Expansion, characterisation and differentiation of human neural stem cells

Stroke irreversibly damages affected brain part, leading to permanent neuronal impairment. Neural stem cell (NSC)-based therapy is a potential stroke treatment due to its ability to self-renew and to differentiate into various viable neuronal cells for damaged brain tissue regeneration. Here, human NSCs were expanded from GIBCO® human NSC line and stroke patients’ brain subventricular zone (SVZ) tissue biopsy with ethical approval. NSCs obtained from GIBCO® cell line were used for pilot testing of NSC characterisation and differentiation ability in vitro. GIBCO® NSCs were cultured in complete StemPro®NSC SFM while human brain SVZ tissues were cultured in an adherent layer with serum-free medium containing bFGF and EGF. Characterisation of NSC was performed using qRT-PCR and Western blot; while NSC differentiation was performed using Neuron Differentiation Medium and Astrocytes Differentiation Medium.
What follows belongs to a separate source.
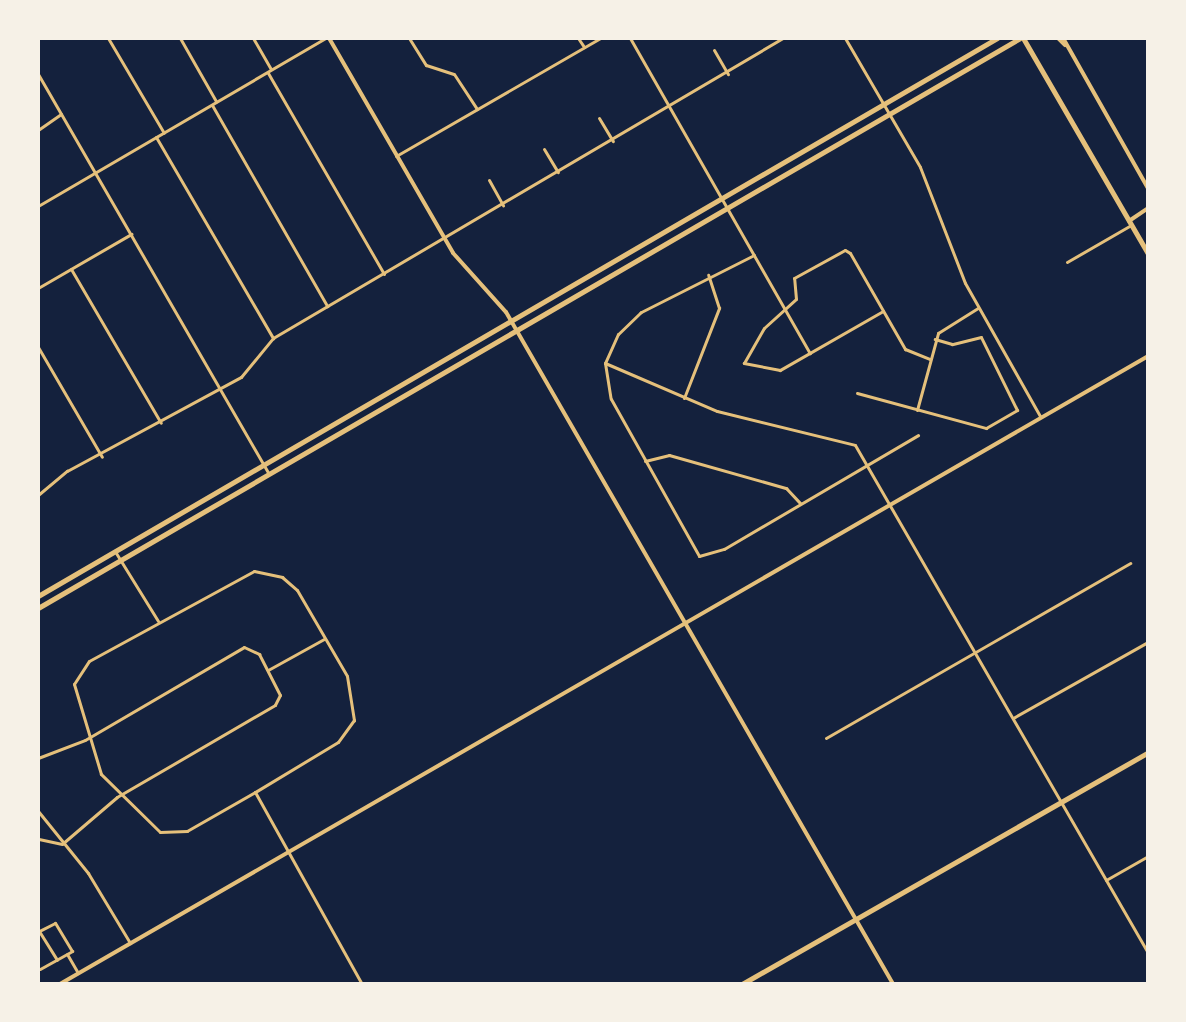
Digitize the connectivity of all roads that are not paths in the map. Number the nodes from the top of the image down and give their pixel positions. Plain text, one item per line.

Both assays used human normal brain cell line (SVG-pl2) as negative control. qRT-PCR data illustrated that NSCs showed over 4000-fold difference in Nestin and 6000-fold difference in CD133 expression compared to SVG-pl2, indicated that Nestin and CD 133 were specific to NSC. These results were consistent with the Western blot data in which Nestin protein with approximately 200 kDa was identified in NSCs but was absent in SVG-pl2. Upon four days in culture with differentiation media, NSCs did not show morphological changes towards neurons and astrocytes respectively, compared to non-treated cells. This is due to the limited time available to perform this assay in present study. Longer culture duration which is more than one week will be performed in future to obtain more accurate result. Meanwhile, two clonal neurospheres were obtained from SVZ tissue culture, indicated that the culture method used in this study was successful to isolate NSCs. However, neurosphere contains only small amount of true stem cells, thus cell disaggregation and proliferation are suggested in future study to obtain more cells for downstream analysis. Conclusion, NSCs were successfully obtained from both GIBCO® human NSC line and SVZ tissue. However, further expansion, characterisation and differentiation of NSC isolated from SVZ tissue should be performed in future study.